■ **WHAT TO WORK ON**: Retype all of the listing exactly, passing over any picture you find.

■ **RECORD EXCERPTS**:
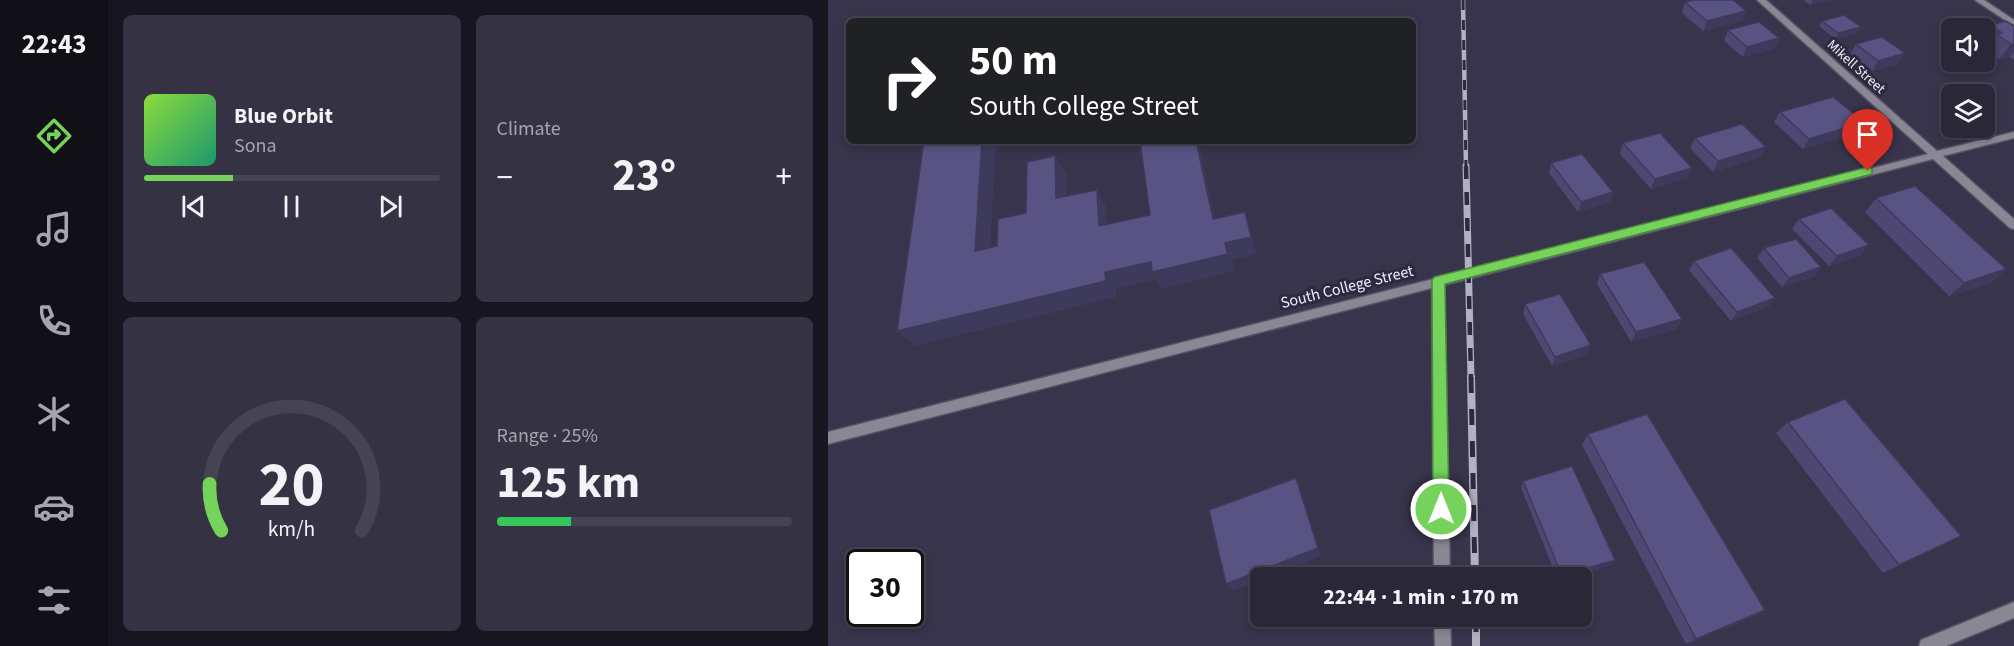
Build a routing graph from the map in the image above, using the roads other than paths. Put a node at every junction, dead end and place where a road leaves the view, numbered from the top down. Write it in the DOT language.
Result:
graph roads {
  1 [pos="1761,0"];
  2 [pos="1979,0"];
  3 [pos="2014,24"];
  4 [pos="2014,135"];
  5 [pos="1934,154"];
  6 [pos="2014,225"];
  7 [pos="1438,280"];
  8 [pos="828,438"];
  9 [pos="1442,567"];
  10 [pos="2014,610"];
  11 [pos="1442,627"];
  12 [pos="1443,646"];
  13 [pos="1927,646"];
  1 -- 5 [label="street, Mikell Street"];
  2 -- 3 [label="street"];
  4 -- 5 [label="street, South College Street"];
  5 -- 6 [label="street, Mikell Street"];
  5 -- 7 [label="street, South College Street"];
  7 -- 8 [label="street, South College Street"];
  7 -- 9 [label="street"];
  10 -- 13 [label="street"];
  11 -- 12 [label="street"];
}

■ **EXPECTED ANSWER**:
Build a routing graph from the map in the image above, using the roads other than paths. Put a node at every junction, dead end and place where a road leaves the view, numbered from the top down. Write it in the DOT language.
Result:
graph roads {
  1 [pos="1761,0"];
  2 [pos="1979,0"];
  3 [pos="2014,24"];
  4 [pos="2014,135"];
  5 [pos="1934,154"];
  6 [pos="2014,225"];
  7 [pos="1438,280"];
  8 [pos="828,438"];
  9 [pos="1442,567"];
  10 [pos="2014,610"];
  11 [pos="1442,627"];
  12 [pos="1443,646"];
  13 [pos="1927,646"];
  1 -- 5 [label="street, Mikell Street"];
  2 -- 3 [label="street"];
  4 -- 5 [label="street, South College Street"];
  5 -- 6 [label="street, Mikell Street"];
  5 -- 7 [label="street, South College Street"];
  7 -- 8 [label="street, South College Street"];
  7 -- 9 [label="street"];
  10 -- 13 [label="street"];
  11 -- 12 [label="street"];
}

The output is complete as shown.